== Record set ==

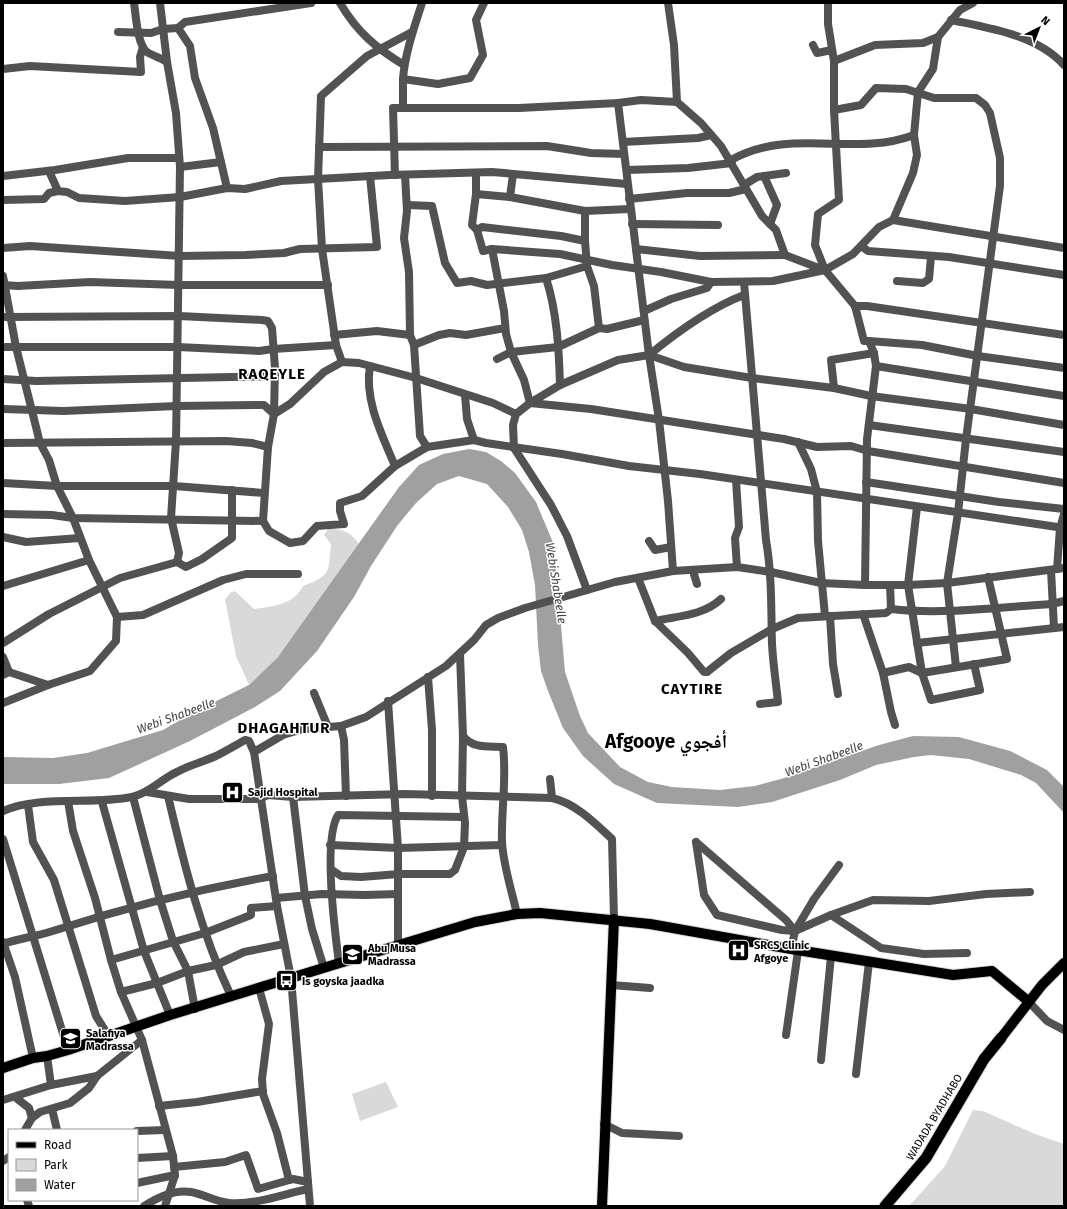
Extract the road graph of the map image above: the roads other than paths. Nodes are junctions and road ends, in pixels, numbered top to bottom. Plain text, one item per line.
1 (134, 3) edge
2 (160, 3) edge
3 (311, 3) edge
4 (340, 3) edge
5 (422, 3) edge
6 (484, 3) edge
7 (668, 3) edge
8 (828, 3) edge
9 (966, 3) edge
10 (973, 3) edge
11 (960, 10) junction
12 (951, 20) junction
13 (178, 28) junction
14 (163, 29) junction
15 (118, 32) dead end
16 (138, 32) junction
17 (412, 32) junction
18 (938, 37) junction
19 (813, 45) dead end
20 (143, 47) junction
21 (379, 50) junction
22 (832, 50) junction
23 (834, 61) junction
24 (167, 62) junction
25 (1064, 64) edge
26 (404, 65) junction
27 (3, 69) edge
28 (403, 79) junction
29 (918, 92) junction
30 (677, 102) junction
31 (618, 103) junction
32 (403, 108) junction
33 (834, 110) junction
34 (711, 135) junction
35 (914, 135) junction
36 (623, 142) junction
37 (836, 143) junction
38 (320, 147) junction
39 (395, 147) junction
40 (624, 154) junction
41 (179, 158) junction
42 (222, 162) junction
43 (731, 162) junction
44 (180, 167) junction
45 (627, 170) junction
46 (49, 171) junction
47 (476, 173) junction
48 (786, 173) dead end
49 (513, 174) junction
50 (395, 175) junction
51 (3, 176) edge
52 (370, 176) junction
53 (405, 176) junction
54 (764, 176) junction
55 (318, 179) junction
56 (627, 184) junction
57 (745, 187) junction
58 (227, 188) junction
59 (58, 191) junction
60 (476, 194) junction
61 (180, 197) junction
62 (510, 197) junction
63 (629, 199) junction
64 (3, 200) edge
65 (407, 205) junction
66 (630, 209) junction
67 (585, 211) junction
68 (893, 220) junction
69 (632, 224) junction
70 (770, 224) junction
71 (718, 225) dead end
72 (476, 230) junction
73 (993, 236) junction
74 (585, 241) junction
75 (860, 246) junction
76 (3, 248) edge
77 (1064, 248) edge
78 (322, 249) junction
79 (492, 249) junction
80 (636, 249) junction
81 (785, 255) junction
82 (180, 256) junction
83 (931, 257) junction
84 (587, 262) junction
85 (990, 265) junction
86 (638, 269) junction
87 (825, 270) junction
88 (1064, 275) edge
89 (546, 278) junction
90 (3, 282) edge
91 (711, 282) junction
92 (744, 282) junction
93 (897, 282) dead end
94 (498, 284) junction
95 (179, 285) junction
96 (328, 285) junction
97 (744, 295) junction
98 (855, 306) junction
99 (644, 311) junction
100 (179, 316) junction
101 (7, 317) edge
102 (644, 320) junction
103 (982, 323) junction
104 (505, 328) junction
105 (599, 328) junction
106 (334, 335) junction
107 (410, 335) junction
108 (1064, 335) edge
109 (869, 341) junction
110 (336, 345) junction
111 (414, 345) junction
112 (3, 347) edge
113 (16, 347) junction
114 (178, 347) junction
115 (558, 347) junction
116 (273, 349) junction
117 (511, 352) junction
118 (874, 353) junction
119 (649, 355) junction
120 (978, 356) junction
121 (497, 359) dead end
122 (342, 362) junction
123 (370, 366) junction
124 (876, 366) junction
125 (1064, 368) edge
126 (275, 376) junction
127 (177, 377) junction
128 (416, 378) junction
129 (752, 378) junction
130 (3, 379) edge
131 (24, 380) junction
132 (974, 382) junction
133 (560, 385) junction
134 (834, 388) junction
135 (465, 394) junction
136 (871, 396) junction
137 (1064, 396) edge
138 (530, 403) junction
139 (176, 406) junction
140 (3, 409) edge
141 (31, 409) junction
142 (971, 409) junction
143 (274, 414) junction
144 (516, 414) junction
145 (659, 420) junction
146 (869, 425) junction
147 (1064, 425) edge
148 (757, 435) junction
149 (966, 439) junction
150 (474, 440) junction
151 (176, 441) junction
152 (798, 442) junction
153 (3, 443) edge
154 (40, 443) junction
155 (268, 447) junction
156 (427, 447) junction
157 (514, 448) junction
158 (868, 451) junction
159 (1064, 452) edge
160 (395, 466) junction
161 (963, 467) junction
162 (665, 471) junction
163 (736, 480) junction
164 (866, 482) junction
165 (1064, 482) edge
166 (3, 483) edge
167 (761, 484) junction
168 (57, 486) junction
169 (174, 486) junction
170 (232, 490) junction
171 (817, 492) junction
172 (264, 494) junction
173 (959, 495) junction
174 (865, 500) junction
175 (917, 507) junction
176 (1064, 509) edge
177 (958, 513) junction
178 (3, 514) edge
179 (1064, 514) edge
180 (73, 518) junction
181 (171, 518) junction
182 (232, 521) junction
183 (263, 521) junction
184 (1062, 528) edge
185 (3, 537) edge
186 (80, 538) junction
187 (649, 542) dead end
188 (671, 547) junction
189 (89, 560) junction
190 (177, 562) junction
191 (737, 567) junction
192 (1057, 569) edge
193 (673, 571) junction
194 (693, 571) junction
195 (771, 572) junction
196 (298, 574) dead end
197 (988, 577) junction
198 (638, 578) junction
199 (821, 583) junction
200 (947, 583) junction
201 (697, 584) dead end
202 (865, 585) junction
203 (890, 585) junction
204 (908, 585) junction
205 (3, 586) edge
206 (103, 586) junction
207 (587, 590) junction
208 (720, 599) dead end
209 (1064, 601) edge
210 (1052, 604) junction
211 (994, 608) junction
212 (891, 609) junction
213 (949, 610) junction
214 (912, 611) junction
215 (863, 614) junction
216 (118, 616) junction
217 (828, 616) junction
218 (655, 621) junction
219 (1064, 627) edge
220 (1054, 628) junction
221 (772, 629) junction
222 (1000, 635) junction
223 (952, 640) junction
224 (3, 643) edge
225 (918, 643) junction
226 (460, 654) junction
227 (3, 658) edge
228 (974, 664) junction
229 (956, 667) junction
230 (6, 673) edge
231 (883, 673) junction
232 (922, 673) junction
233 (428, 677) junction
234 (48, 685) junction
235 (314, 693) dead end
236 (838, 694) dead end
237 (388, 701) junction
238 (3, 703) edge
239 (760, 704) dead end
240 (896, 725) dead end
241 (341, 726) junction
242 (328, 727) junction
243 (463, 736) junction
244 (254, 752) junction
245 (550, 779) dead end
246 (147, 792) junction
247 (395, 795) junction
248 (168, 796) junction
249 (346, 796) junction
250 (432, 796) junction
251 (462, 796) junction
252 (133, 797) junction
253 (293, 797) junction
254 (502, 797) junction
255 (552, 798) junction
256 (260, 799) junction
257 (68, 801) junction
258 (102, 802) junction
259 (28, 805) junction
260 (3, 810) edge
261 (396, 816) junction
262 (464, 817) junction
263 (3, 839) edge
264 (330, 845) junction
265 (502, 845) junction
266 (464, 847) junction
267 (398, 848) junction
268 (839, 865) dead end
269 (332, 870) junction
270 (398, 874) junction
271 (273, 876) junction
272 (1030, 892) dead end
273 (194, 893) junction
274 (333, 894) junction
275 (398, 894) junction
276 (304, 896) junction
277 (160, 900) junction
278 (277, 902) junction
279 (131, 908) junction
280 (517, 914) junction
281 (831, 915) junction
282 (99, 916) junction
283 (614, 919) junction
284 (68, 925) junction
285 (794, 930) junction
286 (205, 934) junction
287 (32, 936) junction
288 (173, 941) junction
289 (3, 943) edge
290 (284, 944) junction
291 (398, 945) junction
292 (794, 950) junction
293 (144, 951) junction
294 (967, 952) dead end
295 (831, 956) junction
296 (111, 960) junction
297 (869, 962) junction
298 (339, 963) junction
299 (1064, 963) edge
300 (216, 964) junction
301 (324, 968) junction
302 (188, 972) junction
303 (291, 978) junction
304 (157, 983) junction
305 (611, 985) junction
306 (259, 988) junction
307 (650, 988) dead end
308 (122, 992) junction
309 (231, 996) junction
310 (1028, 1001) junction
311 (195, 1008) junction
312 (170, 1015) junction
313 (137, 1027) junction
314 (1064, 1030) edge
315 (108, 1035) junction
316 (786, 1035) dead end
317 (1001, 1038) junction
318 (142, 1040) junction
319 (68, 1050) junction
320 (47, 1056) junction
321 (33, 1058) junction
322 (821, 1060) dead end
323 (3, 1068) edge
324 (856, 1074) dead end
325 (97, 1076) junction
326 (51, 1085) junction
327 (263, 1091) junction
328 (15, 1097) junction
329 (3, 1100) edge
330 (159, 1106) junction
331 (52, 1109) junction
332 (32, 1118) junction
333 (604, 1124) junction
334 (26, 1129) edge
335 (57, 1129) edge
336 (165, 1130) junction
337 (138, 1131) edge
338 (679, 1136) dead end
339 (173, 1156) junction
340 (138, 1158) edge
341 (174, 1171) junction
342 (288, 1180) junction
343 (138, 1182) edge
344 (308, 1186) junction
345 (170, 1193) junction
346 (229, 1205) edge
347 (144, 1206) edge
348 (165, 1206) edge
349 (310, 1206) edge
350 (602, 1206) edge
351 (885, 1206) edge
352 (895, 1206) edge

1 - 16 street
2 - 14 street
3 - 13 street
4 - 21 street
5 - 17 street
6 - 28 street
7 - 30 street
8 - 22 street
9 - 11 street
10 - 11 street
11 - 12 street
12 - 18 street
12 - 25 street
13 - 14 street
13 - 42 street
14 - 16 street
14 - 24 street
15 - 16 street
16 - 20 street
17 - 21 street
17 - 26 street
18 - 23 street
18 - 29 street
19 - 22 street
20 - 24 street
20 - 27 street
21 - 26 street
21 - 38 street
22 - 23 street
23 - 33 street
24 - 41 street
26 - 28 street
28 - 32 street
29 - 33 street
29 - 35 street
29 - 73 street
30 - 31 street
30 - 34 street
31 - 32 street
31 - 36 street
32 - 39 street
33 - 37 street
34 - 36 street
34 - 43 street
35 - 37 street
35 - 68 street
36 - 40 street
37 - 43 street
37 - 87 street
38 - 39 street
38 - 55 street
39 - 40 street
39 - 50 street
40 - 45 street
41 - 44 street
41 - 46 street
42 - 44 street
42 - 58 street
43 - 45 street
43 - 57 street
44 - 61 street
45 - 56 street
46 - 51 street
46 - 59 street
47 - 49 street
47 - 53 street
47 - 60 street
48 - 54 street
49 - 56 street
49 - 62 street
50 - 52 street
50 - 53 street
52 - 55 street
52 - 78 street
53 - 65 street
54 - 57 street
54 - 70 street
55 - 58 street
55 - 78 street
56 - 63 street
57 - 63 street
57 - 70 street
58 - 61 street
59 - 61 street
59 - 64 street
60 - 62 street
60 - 72 street
61 - 82 street
62 - 67 street
63 - 66 street
65 - 94 street
65 - 107 street
66 - 67 street
66 - 69 street
67 - 74 street
68 - 73 street
68 - 75 street
69 - 71 street
69 - 80 street
70 - 81 street
72 - 74 street
72 - 79 street
73 - 77 street
73 - 85 street
74 - 84 street
75 - 83 street
75 - 87 street
76 - 82 street
78 - 82 street
78 - 96 street
79 - 84 street
79 - 94 street
80 - 81 street
80 - 86 street
81 - 87 street
82 - 95 street
83 - 85 street
83 - 93 street
84 - 86 street
84 - 89 street
84 - 105 street
85 - 88 street
85 - 103 street
86 - 91 street
86 - 99 street
87 - 92 street
87 - 98 street
89 - 94 street
89 - 115 street
90 - 95 street
90 - 101 street
91 - 92 street
91 - 99 street
92 - 97 street
94 - 104 street
95 - 96 street
95 - 100 street
96 - 106 street
97 - 119 street
97 - 129 street
98 - 103 street
98 - 109 street
99 - 102 street
100 - 101 street
100 - 114 street
100 - 116 street
101 - 113 street
102 - 105 street
102 - 119 street
103 - 108 street
103 - 120 street
104 - 111 street
104 - 117 street
105 - 115 street
106 - 107 street
106 - 110 street
107 - 111 street
109 - 118 street
109 - 120 street
110 - 116 street
110 - 122 street
111 - 128 street
112 - 113 street
113 - 114 street
113 - 131 street
114 - 116 street
114 - 127 street
115 - 117 street
115 - 133 street
116 - 126 street
117 - 121 street
117 - 138 street
118 - 124 street
118 - 134 street
119 - 129 street
119 - 133 street
119 - 145 street
120 - 125 street
120 - 132 street
122 - 123 street
122 - 143 street
123 - 128 street
123 - 160 street
124 - 132 street
124 - 136 street
126 - 127 street
126 - 143 street
127 - 131 street
127 - 139 street
128 - 135 street
128 - 156 street
129 - 134 street
129 - 148 street
130 - 131 street
131 - 141 street
132 - 137 street
132 - 142 street
133 - 138 street
134 - 136 street
135 - 144 street
135 - 150 street
136 - 142 street
136 - 146 street
138 - 144 street
138 - 145 street
139 - 141 street
139 - 143 street
139 - 151 street
140 - 141 street
141 - 154 street
142 - 147 street
142 - 149 street
143 - 155 street
144 - 157 street
145 - 148 street
145 - 162 street
146 - 149 street
146 - 158 street
148 - 152 street
148 - 167 street
149 - 159 street
149 - 161 street
150 - 156 street
150 - 157 street
151 - 154 street
151 - 155 street
151 - 169 street
152 - 158 street
152 - 171 street
153 - 154 street
154 - 168 street
155 - 172 street
156 - 160 street
157 - 162 street
157 - 207 street
158 - 161 street
158 - 164 street
160 - 183 street
161 - 165 street
161 - 173 street
162 - 163 street
162 - 188 street
163 - 167 street
163 - 191 street
164 - 173 street
164 - 174 street
166 - 168 street
167 - 171 street
167 - 195 street
168 - 169 street
168 - 180 street
169 - 170 street
169 - 181 street
170 - 172 street
170 - 182 street
171 - 174 street
171 - 199 street
172 - 183 street
173 - 176 street
173 - 177 street
174 - 175 street
174 - 202 street
175 - 177 street
175 - 204 street
177 - 184 street
177 - 200 street
178 - 180 street
179 - 184 street
180 - 181 street
180 - 186 street
181 - 182 street
181 - 190 street
182 - 183 street
182 - 190 street
184 - 192 street
185 - 186 street
186 - 189 street
187 - 188 street
188 - 193 street
189 - 205 street
189 - 206 street
190 - 206 street
191 - 194 street
191 - 195 street
192 - 197 street
192 - 210 street
193 - 194 street
193 - 198 street
194 - 201 street
195 - 199 street
195 - 221 street
196 - 216 street
197 - 200 street
197 - 211 street
198 - 207 street
198 - 218 street
199 - 202 street
199 - 217 street
200 - 204 street
200 - 213 street
202 - 203 street
203 - 204 street
203 - 212 street
204 - 214 street
206 - 216 street
206 - 224 street
207 - 226 street
208 - 218 street
209 - 210 street
210 - 211 street
210 - 220 street
211 - 213 street
211 - 222 street
212 - 214 street
212 - 215 street
213 - 214 street
213 - 223 street
214 - 225 street
215 - 217 street
215 - 231 street
216 - 234 street
217 - 221 street
217 - 236 street
218 - 221 street
219 - 220 street
220 - 222 street
221 - 239 street
222 - 223 street
222 - 228 street
223 - 225 street
223 - 229 street
225 - 232 street
226 - 233 street
226 - 243 street
227 - 230 street
228 - 229 street
228 - 232 street
229 - 232 street
230 - 234 street
231 - 232 street
231 - 240 street
233 - 237 street
233 - 250 street
234 - 238 street
235 - 242 street
237 - 241 street
237 - 247 street
241 - 242 street
241 - 249 street
242 - 244 street
243 - 251 street
243 - 254 street
244 - 246 street
244 - 256 street
245 - 255 street
246 - 248 street
246 - 252 street
247 - 249 street
247 - 250 street
247 - 261 street
248 - 256 street
248 - 273 street
249 - 253 street
250 - 251 street
251 - 254 street
251 - 262 street
252 - 258 street
252 - 277 street
253 - 256 street
253 - 276 street
254 - 255 street
254 - 265 street
255 - 283 street
256 - 271 street
257 - 258 street
257 - 259 street
257 - 282 street
258 - 279 street
259 - 260 street
259 - 284 street
261 - 262 street
261 - 264 street
261 - 267 street
262 - 266 street
263 - 287 street
264 - 267 street
264 - 269 street
265 - 266 street
265 - 280 street
266 - 267 street
266 - 270 street
267 - 270 street
268 - 285 street
269 - 270 street
269 - 274 street
270 - 275 street
271 - 273 street
271 - 278 street
272 - 281 street
273 - 277 street
273 - 286 street
274 - 275 street
274 - 276 street
274 - 298 street
275 - 291 street
276 - 278 street
276 - 301 street
277 - 279 street
277 - 288 street
278 - 286 street
278 - 290 street
279 - 282 street
279 - 293 street
280 - 283 main road
280 - 291 main road
281 - 285 street
281 - 294 street
282 - 284 street
282 - 296 street
283 - 292 main road
283 - 305 main road
284 - 287 street
284 - 315 street
285 - 285 street
285 - 292 street
286 - 288 street
286 - 300 street
287 - 289 street
287 - 319 street
288 - 293 street
288 - 302 street
289 - 321 street
290 - 300 street
290 - 303 street
291 - 298 main road
292 - 295 main road
292 - 316 street
293 - 296 street
293 - 304 street
295 - 297 main road
295 - 322 street
296 - 308 street
297 - 310 main road
297 - 324 street
298 - 301 main road
299 - 310 main road, WADADA BYADHABO
300 - 302 street
300 - 309 street
301 - 303 main road
302 - 304 street
302 - 311 street
303 - 306 main road
303 - 344 street
304 - 308 street
304 - 312 street
305 - 307 street
305 - 333 main road
306 - 309 main road
306 - 327 street
308 - 313 street
309 - 311 main road
310 - 314 street
310 - 317 main road, WADADA BYADHABO
311 - 312 main road
312 - 313 main road
313 - 315 main road
313 - 318 street
315 - 319 main road
317 - 351 highway, WADADA BYADHABO
317 - 352 highway, WADADA BYADHABO
318 - 325 street
318 - 330 street
319 - 320 main road
320 - 321 main road
320 - 326 street
321 - 323 main road
325 - 326 street
325 - 331 street
326 - 328 street
327 - 330 street
327 - 342 street
328 - 329 street
328 - 332 street
330 - 336 street
331 - 332 street
331 - 335 street
332 - 334 street
333 - 338 street
333 - 350 main road
336 - 337 street
336 - 339 street
339 - 340 street
339 - 341 street
341 - 342 street
341 - 343 street
341 - 345 street
342 - 344 street
344 - 346 street
344 - 349 street
345 - 346 street
345 - 347 street
345 - 348 street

===

## Your objective
When the word "highway" appears in a line of the listing, pull that line out.

## Answer box
317 - 351 highway, WADADA BYADHABO
317 - 352 highway, WADADA BYADHABO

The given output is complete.